Introduction
Study participants indicated they “experienced at least $1 million in benefit from investing in privacy over the past year. Twenty-eight percent experienced over $10 million in benefit.”
Additionally:
- 75% said Privacy helps them avoid brand damage
- 58% said Privacy helps them build trust with customers
- 42% said Privacy helps them win deals
- 39% said Privacy helps them attract investors
- 42% said Privacy helps them attract talent
In short, the tangible benefits of investing in a privacy program extend far beyond checking compliance boxes.
- CIPL, Cisco
What Is a Privacy Management Program?
A privacy management program is a set of organizational measures put in place to govern an organization’s collection and use of personal data. It involves assessing and mitigating potential privacy risks, implementing policies and procedures to ensure compliance with relevant laws and regulations, and regularly training and educating employees to maintain a privacy-sensitive culture. The goal of such a program is to ensure personal data is handled responsibly and securely throughout its entire lifecycle, thus protecting the privacy rights and freedoms of individuals.
There are many ways to design a PMP. Several international groups have developed voluntary guidelines and principles for protecting personal data and managing privacy risks.
- NIST Privacy Framework: A set of voluntary guidelines for managing privacy risks and protecting personal data.
- ISO 27701 Privacy Information Management: An international standard for managing systems processing personal data, with specific requirements and guidance for implementing privacy controls within the ISO’s overarching information security management system.
- CIPL Accountability Framework: A framework that provides a set of principles and controls for organizations to demonstrate accountability for personal data protection.
- Generally Accepted Privacy Principles: A set of principles and guidelines for organizations to manage and protect personal data.
The European Union’s General Data Protection Regulation (GDPR) is a comprehensive privacy program management framework in its own right. The GDPR is grounded in eight core principles and requires organizations to protect personal data and manage an array of risks.

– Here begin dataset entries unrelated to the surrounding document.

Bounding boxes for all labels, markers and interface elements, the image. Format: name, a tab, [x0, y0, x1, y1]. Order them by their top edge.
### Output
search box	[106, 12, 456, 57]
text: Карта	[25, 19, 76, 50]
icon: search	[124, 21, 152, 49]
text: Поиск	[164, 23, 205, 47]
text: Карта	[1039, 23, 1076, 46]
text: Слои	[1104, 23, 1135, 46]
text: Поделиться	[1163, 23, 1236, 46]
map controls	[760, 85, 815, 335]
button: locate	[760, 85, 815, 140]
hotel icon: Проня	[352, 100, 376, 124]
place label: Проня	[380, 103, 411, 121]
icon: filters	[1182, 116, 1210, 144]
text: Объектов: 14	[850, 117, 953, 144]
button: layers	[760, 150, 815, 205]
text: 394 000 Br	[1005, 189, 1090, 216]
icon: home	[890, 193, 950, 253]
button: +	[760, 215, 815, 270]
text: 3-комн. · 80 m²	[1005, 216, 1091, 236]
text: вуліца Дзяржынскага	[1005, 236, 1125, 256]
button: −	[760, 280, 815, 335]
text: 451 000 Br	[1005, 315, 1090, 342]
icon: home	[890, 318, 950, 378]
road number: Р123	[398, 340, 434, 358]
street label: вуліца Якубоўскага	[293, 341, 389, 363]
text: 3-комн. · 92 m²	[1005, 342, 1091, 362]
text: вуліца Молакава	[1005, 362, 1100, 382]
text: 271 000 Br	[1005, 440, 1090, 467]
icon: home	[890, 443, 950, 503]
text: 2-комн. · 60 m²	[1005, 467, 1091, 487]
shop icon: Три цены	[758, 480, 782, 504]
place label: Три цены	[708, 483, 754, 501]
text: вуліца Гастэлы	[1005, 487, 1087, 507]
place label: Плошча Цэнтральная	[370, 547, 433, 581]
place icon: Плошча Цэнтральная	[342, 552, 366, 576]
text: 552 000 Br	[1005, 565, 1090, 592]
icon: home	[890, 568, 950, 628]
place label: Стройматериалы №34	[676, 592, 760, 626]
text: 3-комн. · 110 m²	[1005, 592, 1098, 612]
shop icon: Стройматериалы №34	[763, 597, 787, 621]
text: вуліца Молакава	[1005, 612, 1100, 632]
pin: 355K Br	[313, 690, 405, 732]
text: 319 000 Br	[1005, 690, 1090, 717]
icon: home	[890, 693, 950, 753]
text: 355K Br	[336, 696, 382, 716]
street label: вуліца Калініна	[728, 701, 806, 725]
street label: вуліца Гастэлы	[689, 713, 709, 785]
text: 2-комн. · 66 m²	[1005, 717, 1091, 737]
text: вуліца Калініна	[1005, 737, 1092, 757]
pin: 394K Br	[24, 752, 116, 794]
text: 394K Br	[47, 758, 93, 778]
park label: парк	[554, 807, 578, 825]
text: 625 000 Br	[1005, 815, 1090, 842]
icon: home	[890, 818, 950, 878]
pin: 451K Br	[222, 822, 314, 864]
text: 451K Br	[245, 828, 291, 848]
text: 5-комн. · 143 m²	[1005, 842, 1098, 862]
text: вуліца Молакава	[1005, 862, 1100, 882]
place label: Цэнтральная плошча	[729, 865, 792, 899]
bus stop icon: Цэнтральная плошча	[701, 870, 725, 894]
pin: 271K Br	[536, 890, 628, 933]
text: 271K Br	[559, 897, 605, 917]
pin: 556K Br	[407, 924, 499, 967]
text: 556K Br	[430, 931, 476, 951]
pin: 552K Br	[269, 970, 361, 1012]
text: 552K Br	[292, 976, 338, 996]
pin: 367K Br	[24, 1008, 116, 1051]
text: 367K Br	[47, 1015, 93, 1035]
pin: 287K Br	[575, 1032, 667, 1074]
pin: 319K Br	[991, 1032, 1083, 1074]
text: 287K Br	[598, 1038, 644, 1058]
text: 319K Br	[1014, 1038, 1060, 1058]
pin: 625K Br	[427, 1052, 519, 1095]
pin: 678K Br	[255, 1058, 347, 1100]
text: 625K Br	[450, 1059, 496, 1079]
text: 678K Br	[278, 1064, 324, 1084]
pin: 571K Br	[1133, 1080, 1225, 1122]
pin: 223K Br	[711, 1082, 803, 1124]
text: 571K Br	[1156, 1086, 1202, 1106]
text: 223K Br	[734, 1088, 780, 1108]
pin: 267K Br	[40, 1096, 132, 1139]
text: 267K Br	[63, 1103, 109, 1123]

It provides specific requirements for technical and organizational measures, data protection officer appointment, privacy impact assessments and balancing tests, and obligations related to individuals’ data rights.
Foundational Privacy Principles
Modern privacy laws share a common set of principles that form the bedrock of any privacy management program. As you consider your organization’s business model, geographic footprint, and maturity, it helps to ground yourself in the OECD’s principles for the protection of privacy and personal data:
- Collection Limitation Principle: Collect only as much as you really need.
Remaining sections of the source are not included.